Dog Breed Classification using Transfer Learning

Use transfer learning on VGG-16 to detect dog breeds

Posted Apr 4, 2019

By Kapil Sharma

9 min read

In a previous post, I trained a neural net from scratch to classify dog images using PyTorch. I achieved ~20% accuracy on results, which isn’t great. In this post, my goal is to significantly improve on that accuracy by using Transfer Learning on a pre-trained deeper neural network - VGG-16. The images for the analysis can be downloaded from here.

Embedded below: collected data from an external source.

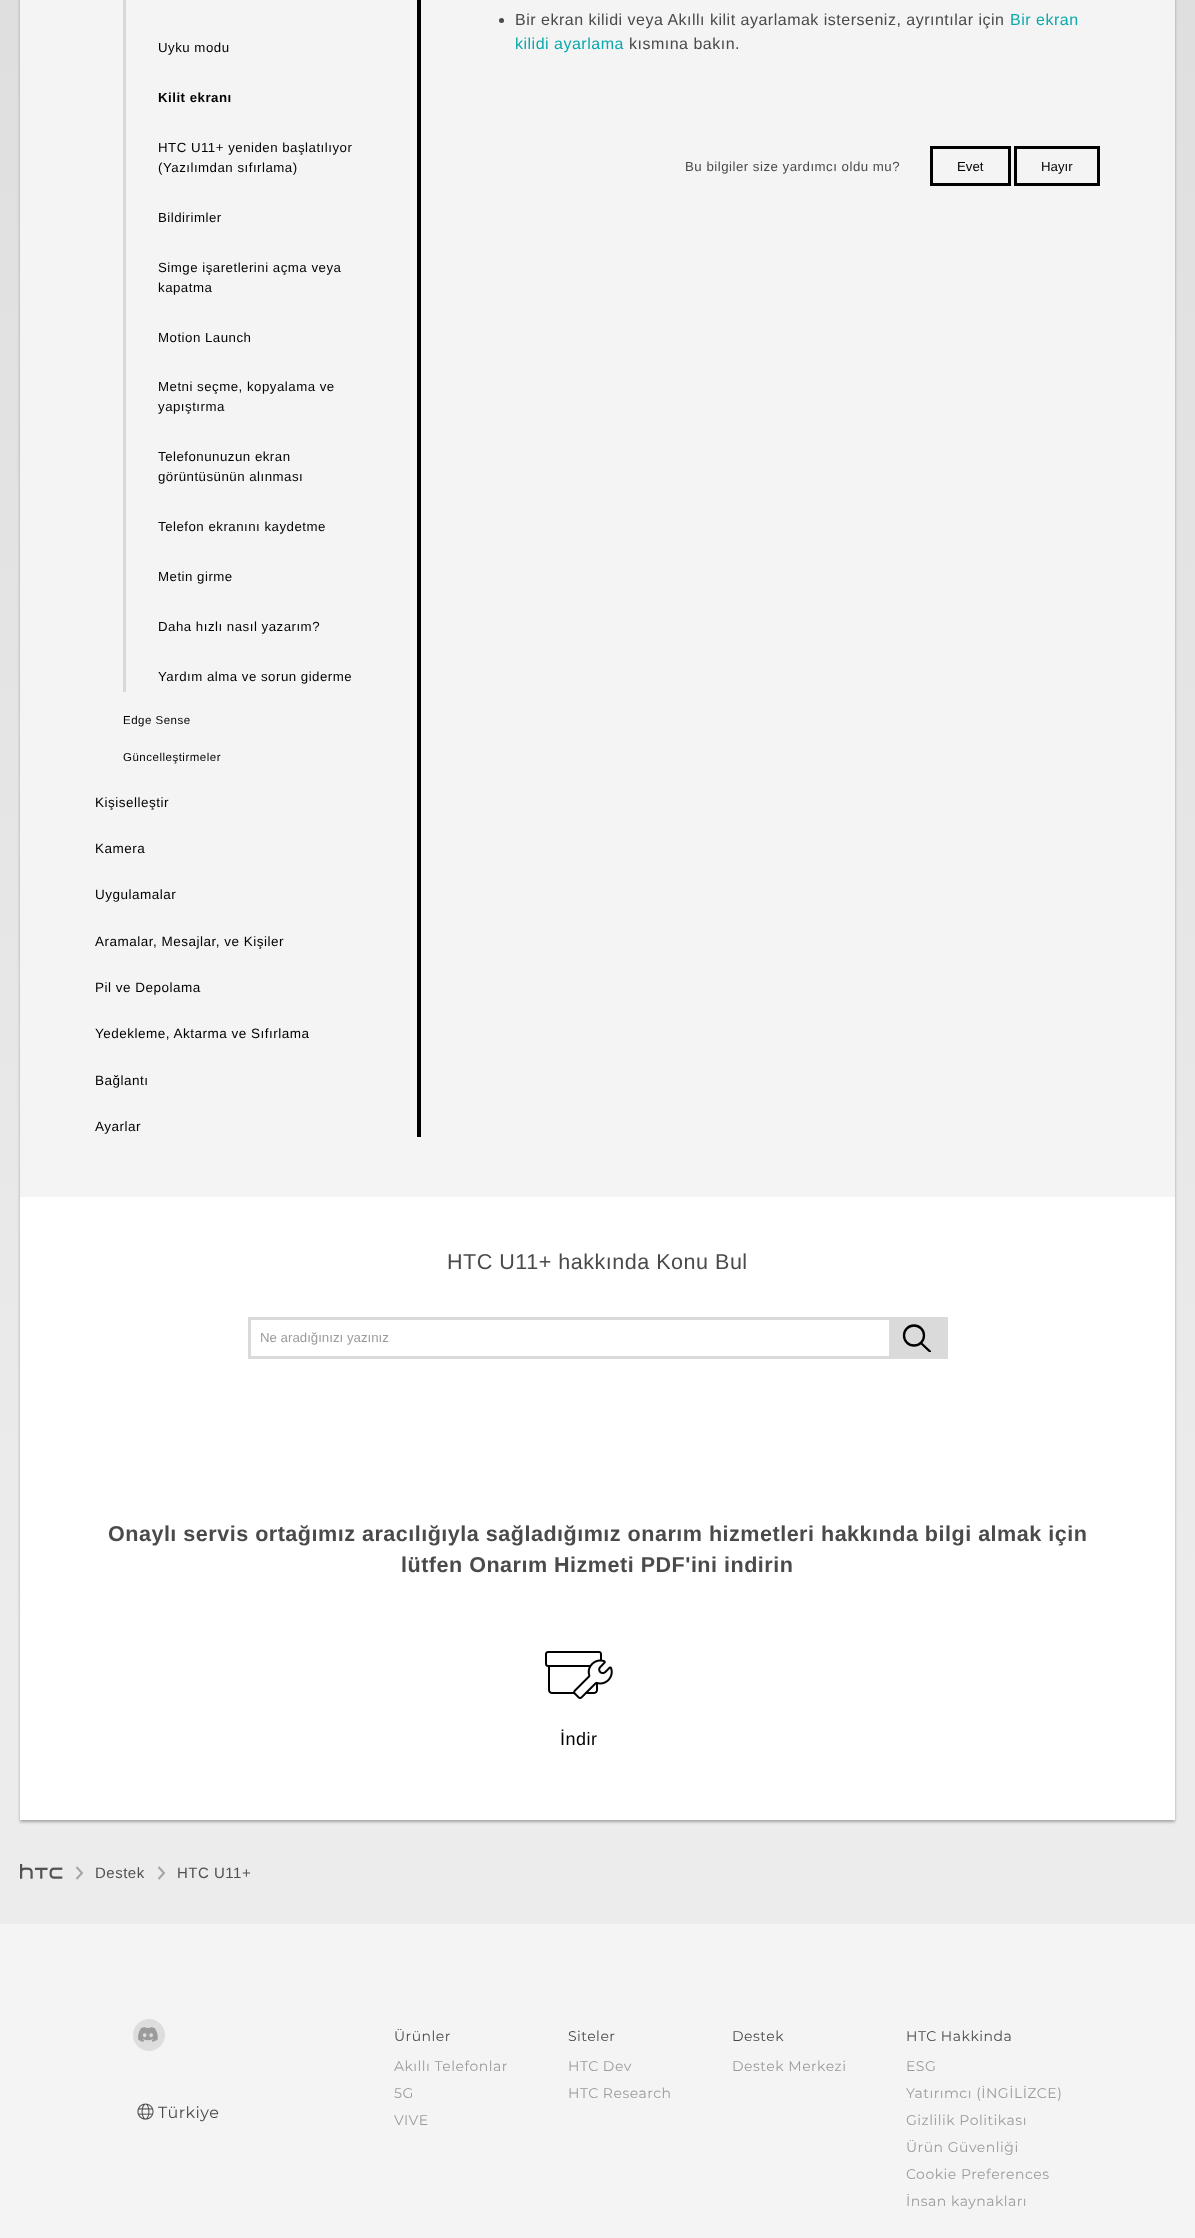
<?xml version="1.0" encoding="UTF-8"?>
<svg xmlns="http://www.w3.org/2000/svg" width="1195" height="2238">
    <defs>
        <linearGradient id="g1" gradientUnits="userSpaceOnUse" x1="597" y1="-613" x2="598" y2="1924"><stop offset="0" stop-color="#DADADA"/><stop offset="0.88" stop-color="#ECECEC"/><stop offset="1" stop-color="#ECECEC"/></linearGradient>
        <filter id="blur1" x="-50%" y="-200%" width="200%" height="500%"><feGaussianBlur stdDeviation="1.5"/></filter>
        <clipPath id="clip1"><rect x="903" y="1324" width="28" height="28"/></clipPath>
    </defs>
    <rect width="100%" height="100%" fill="#F4F4F4"/>
    <rect x="0" y="0" width="1195" height="1924" fill="url(#g1)"/>
    <rect x="20" y="-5" width="1155" height="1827" fill="#000000" fill-opacity="0.3" filter="url(#blur1)"/>
    <rect x="20" y="1197" width="1155" height="623" fill="#FFFFFF"/>
    <rect x="20" y="0" width="1155" height="1197" fill="#F4F4F4"/>
    <rect x="123" y="0" width="3" height="692" fill="#D8D8D8"/>
    <text x="158" y="52" font-family="Liberation Sans" font-size="13.25" letter-spacing="0.5" fill="#000000">Uyku modu</text>
    <text x="158" y="102" font-family="Liberation Sans" font-size="13.25" font-weight="700" letter-spacing="0.5" fill="#000000">Kilit ekranı</text>
    <text font-family="Liberation Sans" font-size="13.25" letter-spacing="0.5" fill="#000000">
        <tspan x="158" y="152">HTC U11‍+ yeniden başlatılıyor</tspan>
        <tspan x="158" y="172">(Yazılımdan sıfırlama)</tspan>
    </text>
    <text x="158" y="222" font-family="Liberation Sans" font-size="13.25" letter-spacing="0.5" fill="#000000">Bildirimler</text>
    <text font-family="Liberation Sans" font-size="13.25" letter-spacing="0.5" fill="#000000">
        <tspan x="158" y="272">Simge işaretlerini açma veya</tspan>
        <tspan x="158" y="292">kapatma</tspan>
    </text>
    <text x="158" y="342" font-family="Liberation Sans" font-size="13.25" letter-spacing="0.5" fill="#000000">Motion Launch</text>
    <text font-family="Liberation Sans" font-size="13.25" letter-spacing="0.5" fill="#000000">
        <tspan x="158" y="391">Metni seçme, kopyalama ve</tspan>
        <tspan x="158" y="411">yapıştırma</tspan>
    </text>
    <text font-family="Liberation Sans" font-size="13.25" letter-spacing="0.5" fill="#000000">
        <tspan x="158" y="461">Telefonunuzun ekran</tspan>
        <tspan x="158" y="481">görüntüsünün alınması</tspan>
    </text>
    <text x="158" y="531" font-family="Liberation Sans" font-size="13.25" letter-spacing="0.5" fill="#000000">Telefon ekranını kaydetme</text>
    <text x="158" y="581" font-family="Liberation Sans" font-size="13.25" letter-spacing="0.5" fill="#000000">Metin girme</text>
    <text x="158" y="631" font-family="Liberation Sans" font-size="13.25" letter-spacing="0.5" fill="#000000">Daha hızlı nasıl yazarım?</text>
    <text x="158" y="681" font-family="Liberation Sans" font-size="13.25" letter-spacing="0.5" fill="#000000">Yardım alma ve sorun giderme</text>
    <text x="123" y="724" font-family="Liberation Sans" font-size="11.5" letter-spacing="0.5" fill="#000000">Edge Sense</text>
    <text x="123" y="761" font-family="Liberation Sans" font-size="11.5" letter-spacing="0.5" fill="#000000">Güncelleştirmeler</text>
    <text x="95" y="807" font-family="Liberation Sans" font-size="13.5" letter-spacing="0.5" fill="#000000">Kişiselleştir</text>
    <text x="95" y="853" font-family="Liberation Sans" font-size="13.5" letter-spacing="0.5" fill="#000000">Kamera</text>
    <text x="95" y="899" font-family="Liberation Sans" font-size="13.5" letter-spacing="0.5" fill="#000000">Uygulamalar</text>
    <text x="95" y="946" font-family="Liberation Sans" font-size="13.5" letter-spacing="0.5" fill="#000000">Aramalar, Mesajlar, ve Kişiler</text>
    <text x="95" y="992" font-family="Liberation Sans" font-size="13.5" letter-spacing="0.5" fill="#000000">Pil ve Depolama</text>
    <text x="95" y="1038" font-family="Liberation Sans" font-size="13.5" letter-spacing="0.5" fill="#000000">Yedekleme, Aktarma ve Sıfırlama</text>
    <text x="95" y="1085" font-family="Liberation Sans" font-size="13.5" letter-spacing="0.5" fill="#000000">Bağlantı</text>
    <text x="95" y="1131" font-family="Liberation Sans" font-size="13.5" letter-spacing="0.5" fill="#000000">Ayarlar</text>
    <rect x="417" y="0" width="4" height="1137" fill="#000000"/>
    <circle cx="501.5" cy="20.5" r="2.5" fill="#4A4A4A"/>
    <text x="515" y="25" font-family="Liberation Sans" font-size="16" letter-spacing="0.5" fill="#4A4A4A">Bir ekran kilidi veya Akıllı kilit ayarlamak isterseniz, ayrıntılar için</text>
    <text x="1010" y="25" font-family="Liberation Sans" font-size="16" letter-spacing="0.5" fill="#0DA8AB">Bir ekran</text>
    <text x="515" y="49" font-family="Liberation Sans" font-size="16" letter-spacing="0.5" fill="#0DA8AB">kilidi ayarlama</text>
    <text x="629" y="49" font-family="Liberation Sans" font-size="16" letter-spacing="0.5" fill="#4A4A4A">kısmına bakın.</text>
    <text x="685" y="171" font-family="Liberation Sans" font-size="13.25" letter-spacing="0.5" fill="#4A4A4A">Bu bilgiler size yardımcı oldu mu?</text>
    <rect x="931.5" y="147.5" width="78" height="37" fill="none" stroke="#000000" stroke-width="3"/>
    <text x="957" y="171" font-family="Liberation Sans" font-size="13.25" fill="#000000">Evet</text>
    <rect x="1015.5" y="147.5" width="83" height="37" fill="none" stroke="#000000" stroke-width="3"/>
    <text x="1041" y="171" font-family="Liberation Sans" font-size="13.25" fill="#000000">Hayır</text>
    <text x="447" y="1269" font-family="Liberation Sans" font-size="21.55" letter-spacing="0.5" fill="#4A4A4A">HTC U11+ hakkında Konu Bul</text>
    <rect x="249.5" y="1318.5" width="697" height="39" fill="none" stroke="#DADADA" stroke-width="3"/>
    <text x="260" y="1342" font-family="Liberation Sans" font-size="13.25" fill="#9B9B9B">Ne aradığınızı yazınız</text>
    <rect x="889" y="1320" width="56" height="36" fill="#DADADA"/>
    <circle cx="914" cy="1335.5" r="10" fill="none" stroke="#000000" stroke-width="2.3"/>
    <g clip-path="url(#clip1)">
        <path d="M 922 1344 L 930 1351.5" fill="none" stroke="#000000" stroke-width="2.3" stroke-linecap="round"/>
    </g>
    <text x="108" y="1541" font-family="Liberation Sans" font-size="21.55" font-weight="700" letter-spacing="0.5" fill="#4A4A4A">Onaylı servis ortağımız aracılığıyla sağladığımız onarım hizmetleri hakkında bilgi almak için</text>
    <text x="401" y="1572" font-family="Liberation Sans" font-size="21.55" font-weight="700" letter-spacing="0.5" fill="#4A4A4A">lütfen Onarım Hizmeti PDF'ini indirin</text>
    <image x="545" y="1651" width="68" height="48" href="img_01.png"/>
    <text x="560" y="1745" font-family="Liberation Sans" font-size="18" letter-spacing="0.5" fill="#000000">İndir</text>
    <image x="20" y="1864" width="43" height="15" href="img_02.png"/>
    <path d="M 76.5 1867 L 82 1873 L 76.5 1879" fill="none" stroke="#A5A5A5" stroke-width="2"/>
    <text x="95" y="1878" font-family="Liberation Sans" font-size="15" letter-spacing="0.5" fill="#525252">Destek</text>
    <path d="M 158.5 1867 L 164 1873 L 158.5 1879" fill="none" stroke="#A5A5A5" stroke-width="2"/>
    <text x="177" y="1878" font-family="Liberation Sans" font-size="15" letter-spacing="0.5" fill="#525252">HTC U11+</text>
    <circle cx="149" cy="2035" r="16" fill="#DDDDDD"/>
    <image x="138" y="2027" width="20" height="15" href="img_03.png"/>
    <image x="137" y="2103" width="17" height="17" href="img_04.png"/>
    <text x="158" y="2118" font-family="Montserrat" font-size="16" letter-spacing="0.5" fill="#4A4A4A">Türkiye</text>
    <text x="394" y="2041" font-family="Montserrat" font-size="14" letter-spacing="0.5" fill="#4A4A4A">Ürünler</text>
    <text font-family="Montserrat" font-size="14" letter-spacing="0.5" fill="#9B9B9B">
        <tspan x="394" y="2071">Akıllı Telefonlar</tspan>
        <tspan x="394" y="2098">5G</tspan>
        <tspan x="394" y="2125">VIVE</tspan>
    </text>
    <text x="568" y="2041" font-family="Montserrat" font-size="14" letter-spacing="0.5" fill="#4A4A4A">Siteler</text>
    <text font-family="Montserrat" font-size="14" letter-spacing="0.5" fill="#9B9B9B">
        <tspan x="568" y="2071">HTC Dev</tspan>
        <tspan x="568" y="2098">HTC Research</tspan>
    </text>
    <text x="732" y="2041" font-family="Montserrat" font-size="14" letter-spacing="0.5" fill="#4A4A4A">Destek</text>
    <text x="732" y="2071" font-family="Montserrat" font-size="14" letter-spacing="0.5" fill="#9B9B9B">Destek Merkezi</text>
    <text x="906" y="2041" font-family="Montserrat" font-size="14" letter-spacing="0.5" fill="#4A4A4A">HTC Hakkinda</text>
    <text font-family="Montserrat" font-size="14" letter-spacing="0.5" fill="#9B9B9B">
        <tspan x="906" y="2071">ESG</tspan>
        <tspan x="906" y="2098">Yatırımcı (İNGİLİZCE)</tspan>
        <tspan x="906" y="2125">Gizlilik Politikası</tspan>
        <tspan x="906" y="2152">Ürün Güvenliği</tspan>
        <tspan x="906" y="2179">Cookie Preferences</tspan>
        <tspan x="906" y="2206">İnsan kaynakları</tspan>
    </text>
</svg>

Transfer learning should be really effective here in training a deep neural net with comparatively little data since it allows us to use a lot of the same information about dog features that VGG-16 has already learned and apply them to a new but similar problem. In other words, for this problem we begin from a good starting point since the model does not have to learn “What is a dog?” or “How is this dog different from that dog?” from scratch.

Initialize Architecture

It is fairly simple to initialize a new architecture that will match our problem. We need to load the pre-trained model and change the last few fully connected layers to get the model output to resemble our target classes. One interesting thing about it is that we don’t need to run backprop on majority of the network since it is already accepted as optimal. In this case, we won’t run backprop on any of the convolutional layers and majority of the fully connected layers. This would make our training really efficient. Let’s look at how we would setup the network in code:

  
def get_model_arch() -> nn.Module:
    vgg16 = models.vgg16(pretrained=True)
    for param in vgg16.features.parameters():
        param.requires_grad = False  # pre-trained - dont touch
    n_inputs_final_layer = vgg16.classifier[-1].in_features
    n_classes = len(self._data_provider.train.dataset.classes)
    # Replace the final layer
    final_layer = nn.Linear(n_inputs_final_layer, n_classes)
    vgg16.classifier[-1] = final_layer
    return vgg16

NOTE: We are changing the final layer to resemble our target classes.

Training, Validation, Testing

If you followed my previous post, I defined python classes for data loading, and model training. Since, most of the code looked the same, I refactored it a little bit to handle both 1) training from scratch and 2) training using transfer learning. We define the BaseModel class that handles all of the training, validation and testing code. The derived classes just need to provide properties train_model and test_model.

BaseModel

  
class BaseModel(metaclass=abc.ABCMeta):
    def __init__(self, data_provider: DataProvider,
                 save_path: str, **kwargs):
        self._data_provider = data_provider
        self._save_path = save_path
        self._criterion = nn.CrossEntropyLoss()
        self._use_gpu = kwargs.pop("use_gpu",
                                   False) and torch.cuda.is_available()
        if self._use_gpu:
            logger.info("CUDA is enabled - using GPU")
        else:
            logger.info("GPU Disabled: Using CPU")

        self._verbose = kwargs.pop("verbose", False)

    @property
    @abstractmethod
    def train_model(self) -> nn.Module:
        raise NotImplementedError("Implement in derived class")

    @property
    @abstractmethod
    def test_model(self) -> nn.Module:
        raise NotImplementedError("Implement in base class")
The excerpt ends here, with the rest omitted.